■ WHAT IS EXPECTED ■
The answer must be a single number: the count of lines in the data below that hold the word "roads".

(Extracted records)
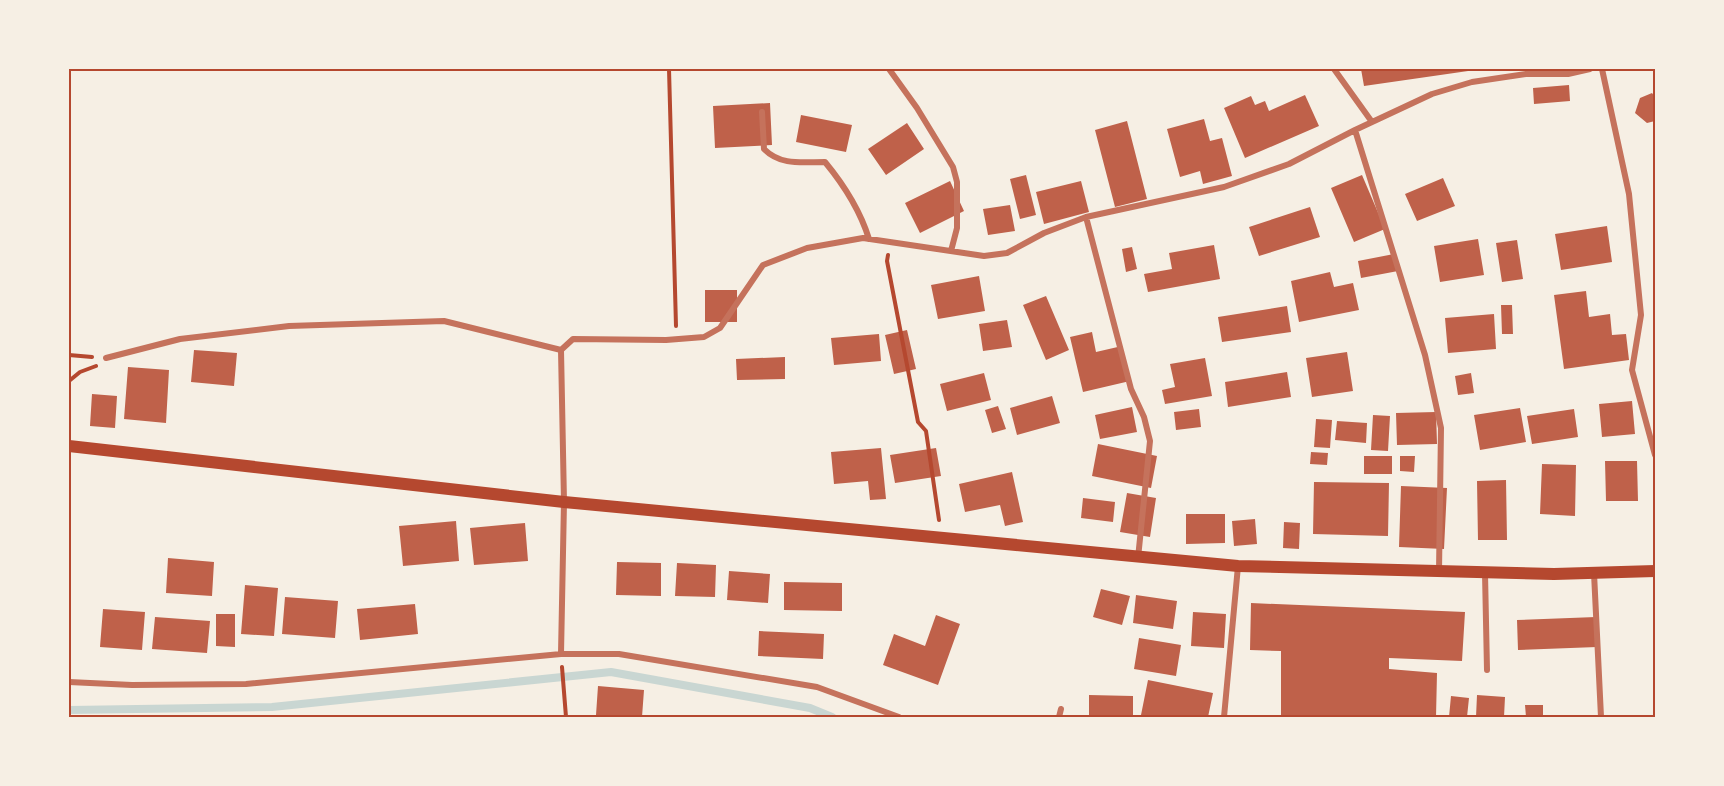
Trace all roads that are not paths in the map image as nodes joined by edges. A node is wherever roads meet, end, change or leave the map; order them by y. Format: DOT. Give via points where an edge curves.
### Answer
graph roads {
  1 [pos="889,69"];
  2 [pos="1334,69"];
  3 [pos="1590,69"];
  4 [pos="1602,69"];
  5 [pos="762,112"];
  6 [pos="1372,122"];
  7 [pos="1355,130"];
  8 [pos="1086,218"];
  9 [pos="868,239"];
  10 [pos="951,251"];
  11 [pos="561,351"];
  12 [pos="106,358"];
  13 [pos="69,446"];
  14 [pos="1655,455"];
  15 [pos="564,502"];
  16 [pos="1138,558"];
  17 [pos="1238,566"];
  18 [pos="1655,571"];
  19 [pos="1439,572"];
  20 [pos="1485,573"];
  21 [pos="1594,573"];
  22 [pos="561,654"];
  23 [pos="1487,670"];
  24 [pos="69,682"];
  25 [pos="1061,709"];
  26 [pos="899,717"];
  27 [pos="1059,717"];
  28 [pos="1224,717"];
  29 [pos="1602,717"];
  1 -- 10 [label="street" via="953,167 957,182 957,228"];
  2 -- 6 [label="street"];
  3 -- 6 [label="street" via="1472,82 1432,94"];
  4 -- 14 [label="street" via="1629,194 1641,315 1632,370"];
  5 -- 9 [label="street" via="764,149 788,163 825,162 842,183 864,223"];
  6 -- 7 [label="street"];
  7 -- 8 [label="street" via="1289,164 1224,187"];
  7 -- 19 [label="street" via="1425,355 1441,428"];
  8 -- 10 [label="street" via="1044,233 1007,253 984,256"];
  8 -- 16 [label="street" via="1131,389 1150,441"];
  9 -- 10 [label="street"];
  9 -- 11 [label="street" via="807,248 763,264 720,328 704,337 573,339"];
  11 -- 12 [label="street" via="444,321 267,329 180,339"];
  11 -- 15 [label="street"];
  13 -- 15 [label="main road"];
  15 -- 16 [label="main road"];
  15 -- 22 [label="street"];
  16 -- 17 [label="main road"];
  17 -- 19 [label="main road"];
  17 -- 28 [label="street"];
  18 -- 21 [label="main road"];
  19 -- 20 [label="main road"];
  20 -- 21 [label="main road"];
  20 -- 23 [label="street"];
  21 -- 29 [label="street"];
  22 -- 24 [label="street" via="246,684"];
  22 -- 26 [label="street" via="619,654 817,687"];
  25 -- 27 [label="street"];
}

■ SOLUTION FOR THIS EXERCISE ■
2